Figure 3. Genome End Maturation in Vitro is Limited by a Slow Strand Separation Rate.

Panel A. Time courses for the cos cleavage (blue) and strand separation (red) reactions in the presence of 100 nM terminase protomer. Each data point represents the average of at least three separate experiments with standard errors indicated (in some cases the error is smaller than the data point and is obscured). The solid line is the best fit of the data to a single exponential time course; derived kinetic parameters are reported in Table 1. Panel B. The observed rates of the cos-cleavage (blue) and strand-separation (red) reactions as a function of terminase protomer concentration.
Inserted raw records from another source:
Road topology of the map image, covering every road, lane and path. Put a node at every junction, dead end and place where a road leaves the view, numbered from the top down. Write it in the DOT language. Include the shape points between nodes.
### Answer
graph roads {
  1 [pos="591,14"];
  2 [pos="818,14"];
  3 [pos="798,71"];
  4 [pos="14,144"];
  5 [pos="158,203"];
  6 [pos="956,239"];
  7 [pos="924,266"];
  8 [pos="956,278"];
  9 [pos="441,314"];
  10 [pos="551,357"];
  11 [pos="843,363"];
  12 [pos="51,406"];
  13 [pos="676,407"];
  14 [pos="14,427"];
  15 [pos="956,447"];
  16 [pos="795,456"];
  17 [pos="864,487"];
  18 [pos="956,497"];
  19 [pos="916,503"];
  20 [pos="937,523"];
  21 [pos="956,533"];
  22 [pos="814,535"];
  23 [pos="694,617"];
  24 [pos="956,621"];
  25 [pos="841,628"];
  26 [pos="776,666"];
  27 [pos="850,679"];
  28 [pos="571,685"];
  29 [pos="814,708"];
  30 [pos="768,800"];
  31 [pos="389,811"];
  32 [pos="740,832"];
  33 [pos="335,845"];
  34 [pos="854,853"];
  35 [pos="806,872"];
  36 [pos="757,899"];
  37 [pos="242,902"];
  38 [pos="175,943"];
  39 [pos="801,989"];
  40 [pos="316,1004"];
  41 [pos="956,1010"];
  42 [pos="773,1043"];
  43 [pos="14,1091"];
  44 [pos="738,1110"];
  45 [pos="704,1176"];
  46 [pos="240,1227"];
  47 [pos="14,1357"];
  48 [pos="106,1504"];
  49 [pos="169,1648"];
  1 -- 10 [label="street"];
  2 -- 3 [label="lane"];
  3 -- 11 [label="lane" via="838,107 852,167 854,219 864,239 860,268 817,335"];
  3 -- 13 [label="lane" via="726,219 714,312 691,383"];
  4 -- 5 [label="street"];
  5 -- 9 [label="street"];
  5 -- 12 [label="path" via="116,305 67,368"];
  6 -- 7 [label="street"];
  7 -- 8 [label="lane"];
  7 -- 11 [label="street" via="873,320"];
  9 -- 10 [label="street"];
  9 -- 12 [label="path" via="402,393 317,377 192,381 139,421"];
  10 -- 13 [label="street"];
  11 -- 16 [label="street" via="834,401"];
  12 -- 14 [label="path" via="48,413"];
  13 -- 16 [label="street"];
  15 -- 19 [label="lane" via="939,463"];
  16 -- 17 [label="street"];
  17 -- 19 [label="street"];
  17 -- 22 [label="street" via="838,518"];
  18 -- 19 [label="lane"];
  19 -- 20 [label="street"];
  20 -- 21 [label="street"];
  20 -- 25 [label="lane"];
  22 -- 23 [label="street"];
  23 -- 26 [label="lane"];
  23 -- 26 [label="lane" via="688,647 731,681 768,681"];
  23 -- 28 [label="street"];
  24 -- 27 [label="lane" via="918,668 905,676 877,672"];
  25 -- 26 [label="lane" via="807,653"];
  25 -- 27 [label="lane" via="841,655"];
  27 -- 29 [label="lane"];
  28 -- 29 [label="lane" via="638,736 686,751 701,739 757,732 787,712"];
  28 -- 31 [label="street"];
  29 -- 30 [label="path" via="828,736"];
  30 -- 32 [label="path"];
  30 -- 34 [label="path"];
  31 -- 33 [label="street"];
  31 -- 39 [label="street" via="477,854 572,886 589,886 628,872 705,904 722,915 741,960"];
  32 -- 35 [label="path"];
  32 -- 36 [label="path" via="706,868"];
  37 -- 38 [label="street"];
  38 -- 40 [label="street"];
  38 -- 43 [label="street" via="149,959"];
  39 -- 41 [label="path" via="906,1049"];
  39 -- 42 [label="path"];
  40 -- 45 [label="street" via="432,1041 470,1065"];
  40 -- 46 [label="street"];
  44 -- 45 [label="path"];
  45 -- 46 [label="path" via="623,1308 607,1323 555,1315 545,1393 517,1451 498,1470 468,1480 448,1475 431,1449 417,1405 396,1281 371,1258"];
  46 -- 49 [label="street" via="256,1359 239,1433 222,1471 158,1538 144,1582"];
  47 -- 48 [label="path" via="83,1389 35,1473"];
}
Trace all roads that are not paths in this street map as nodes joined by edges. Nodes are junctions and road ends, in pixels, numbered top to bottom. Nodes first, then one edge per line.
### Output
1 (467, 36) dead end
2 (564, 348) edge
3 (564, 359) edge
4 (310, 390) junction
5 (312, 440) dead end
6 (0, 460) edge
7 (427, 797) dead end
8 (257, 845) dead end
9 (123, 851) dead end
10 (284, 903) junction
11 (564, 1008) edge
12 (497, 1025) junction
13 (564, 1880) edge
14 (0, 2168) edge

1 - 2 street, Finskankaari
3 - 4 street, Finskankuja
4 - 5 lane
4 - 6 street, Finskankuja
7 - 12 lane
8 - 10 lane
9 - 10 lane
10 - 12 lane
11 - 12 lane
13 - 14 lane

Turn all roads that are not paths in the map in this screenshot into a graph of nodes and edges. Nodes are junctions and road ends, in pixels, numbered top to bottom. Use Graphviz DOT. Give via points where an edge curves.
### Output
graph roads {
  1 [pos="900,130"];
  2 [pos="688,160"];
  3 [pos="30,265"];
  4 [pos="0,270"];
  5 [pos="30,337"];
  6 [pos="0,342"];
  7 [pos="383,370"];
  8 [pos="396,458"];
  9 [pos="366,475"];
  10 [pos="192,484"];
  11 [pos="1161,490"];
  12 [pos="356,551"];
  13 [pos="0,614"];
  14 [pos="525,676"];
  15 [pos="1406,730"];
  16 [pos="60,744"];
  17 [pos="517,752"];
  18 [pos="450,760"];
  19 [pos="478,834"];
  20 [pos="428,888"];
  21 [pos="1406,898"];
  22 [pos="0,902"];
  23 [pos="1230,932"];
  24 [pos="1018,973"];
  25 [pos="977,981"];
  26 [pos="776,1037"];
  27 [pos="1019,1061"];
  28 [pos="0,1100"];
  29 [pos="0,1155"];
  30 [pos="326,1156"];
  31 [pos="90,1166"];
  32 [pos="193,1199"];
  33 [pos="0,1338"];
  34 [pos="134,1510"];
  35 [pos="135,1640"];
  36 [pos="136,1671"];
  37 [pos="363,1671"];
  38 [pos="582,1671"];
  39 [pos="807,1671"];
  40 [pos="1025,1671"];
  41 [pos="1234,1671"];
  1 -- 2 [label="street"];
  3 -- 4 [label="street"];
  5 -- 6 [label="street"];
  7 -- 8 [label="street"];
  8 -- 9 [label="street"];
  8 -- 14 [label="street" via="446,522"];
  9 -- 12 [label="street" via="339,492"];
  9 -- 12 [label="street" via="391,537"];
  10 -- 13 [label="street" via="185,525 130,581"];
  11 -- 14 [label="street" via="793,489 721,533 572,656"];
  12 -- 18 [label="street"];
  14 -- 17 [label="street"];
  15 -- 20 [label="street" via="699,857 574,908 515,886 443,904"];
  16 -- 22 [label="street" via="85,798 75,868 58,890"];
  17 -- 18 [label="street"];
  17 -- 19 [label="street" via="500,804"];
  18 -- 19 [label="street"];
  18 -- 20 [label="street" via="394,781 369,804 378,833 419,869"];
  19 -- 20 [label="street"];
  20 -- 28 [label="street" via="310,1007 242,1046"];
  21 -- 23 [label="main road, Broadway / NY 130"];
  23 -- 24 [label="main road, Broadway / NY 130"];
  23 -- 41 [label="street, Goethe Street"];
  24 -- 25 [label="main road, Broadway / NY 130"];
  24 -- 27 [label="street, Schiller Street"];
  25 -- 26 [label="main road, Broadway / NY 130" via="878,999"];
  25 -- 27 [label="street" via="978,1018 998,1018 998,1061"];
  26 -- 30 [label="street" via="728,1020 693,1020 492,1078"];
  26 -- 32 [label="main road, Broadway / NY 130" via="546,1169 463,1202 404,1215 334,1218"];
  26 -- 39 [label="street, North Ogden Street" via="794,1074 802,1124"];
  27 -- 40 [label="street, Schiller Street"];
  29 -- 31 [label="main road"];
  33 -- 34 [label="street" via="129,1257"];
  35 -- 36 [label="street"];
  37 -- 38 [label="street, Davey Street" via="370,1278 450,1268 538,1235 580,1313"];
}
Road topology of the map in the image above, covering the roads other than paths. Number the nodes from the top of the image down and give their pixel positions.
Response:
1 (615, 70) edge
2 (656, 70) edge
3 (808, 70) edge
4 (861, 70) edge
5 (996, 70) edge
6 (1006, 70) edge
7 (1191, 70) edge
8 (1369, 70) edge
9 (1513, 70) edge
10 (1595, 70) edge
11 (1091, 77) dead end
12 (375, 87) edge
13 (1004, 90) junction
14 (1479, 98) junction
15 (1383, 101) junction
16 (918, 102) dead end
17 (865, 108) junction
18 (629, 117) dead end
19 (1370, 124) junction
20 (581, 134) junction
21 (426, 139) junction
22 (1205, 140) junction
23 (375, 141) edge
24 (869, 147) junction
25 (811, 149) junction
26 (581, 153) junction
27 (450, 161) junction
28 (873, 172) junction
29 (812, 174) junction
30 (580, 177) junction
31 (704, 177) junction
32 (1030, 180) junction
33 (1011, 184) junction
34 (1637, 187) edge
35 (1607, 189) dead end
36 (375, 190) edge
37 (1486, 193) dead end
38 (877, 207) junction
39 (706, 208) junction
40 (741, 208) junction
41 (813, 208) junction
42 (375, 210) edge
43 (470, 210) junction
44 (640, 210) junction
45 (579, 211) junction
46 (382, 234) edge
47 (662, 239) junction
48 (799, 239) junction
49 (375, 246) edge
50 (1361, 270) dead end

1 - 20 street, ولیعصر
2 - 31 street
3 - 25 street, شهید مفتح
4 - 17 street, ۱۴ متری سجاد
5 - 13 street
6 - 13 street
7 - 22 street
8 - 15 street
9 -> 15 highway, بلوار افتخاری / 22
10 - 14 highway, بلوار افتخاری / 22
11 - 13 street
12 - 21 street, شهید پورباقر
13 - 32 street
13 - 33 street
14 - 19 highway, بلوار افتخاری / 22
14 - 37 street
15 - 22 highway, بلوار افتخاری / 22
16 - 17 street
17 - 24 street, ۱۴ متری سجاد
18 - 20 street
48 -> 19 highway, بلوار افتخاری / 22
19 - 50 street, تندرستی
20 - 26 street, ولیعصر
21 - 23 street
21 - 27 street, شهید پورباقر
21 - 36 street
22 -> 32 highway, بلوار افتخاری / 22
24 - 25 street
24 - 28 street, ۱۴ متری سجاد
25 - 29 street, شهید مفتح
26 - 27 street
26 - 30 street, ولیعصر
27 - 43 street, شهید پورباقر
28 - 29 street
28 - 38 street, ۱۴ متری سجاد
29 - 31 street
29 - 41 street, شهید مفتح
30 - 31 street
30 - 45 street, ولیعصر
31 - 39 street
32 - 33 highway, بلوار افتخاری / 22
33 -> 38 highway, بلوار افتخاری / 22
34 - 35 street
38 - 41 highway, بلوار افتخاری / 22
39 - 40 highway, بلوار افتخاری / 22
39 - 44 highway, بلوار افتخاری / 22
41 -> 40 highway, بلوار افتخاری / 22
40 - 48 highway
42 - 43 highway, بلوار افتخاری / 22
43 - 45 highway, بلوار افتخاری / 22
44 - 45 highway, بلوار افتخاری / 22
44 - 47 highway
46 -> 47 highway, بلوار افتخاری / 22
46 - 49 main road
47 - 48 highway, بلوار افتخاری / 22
The data points at 4- and 20-fold excess terminase represent the average of three separate experiments with error bars indicated; the data points for 8- and 16-fold excess terminase are the result of a single experiment. Analysis of the data affords bi(molecular rate constants k_on= (2.8 ± 0.5) × 10⁵ M⁻¹ sec⁻¹) and k_on= (0.43 ± 0.05) × 10⁵ M⁻¹ sec⁻¹) for cos-cleavage and strand-separation, respectively. Panel C. Terminase Stoichiometry in the Maturation and Packaging Complexes. The extent of the cos-cleavage (blue), strand separation (red), and DNA packaging (green) reactions are shown as a function of increasing protomer concentration.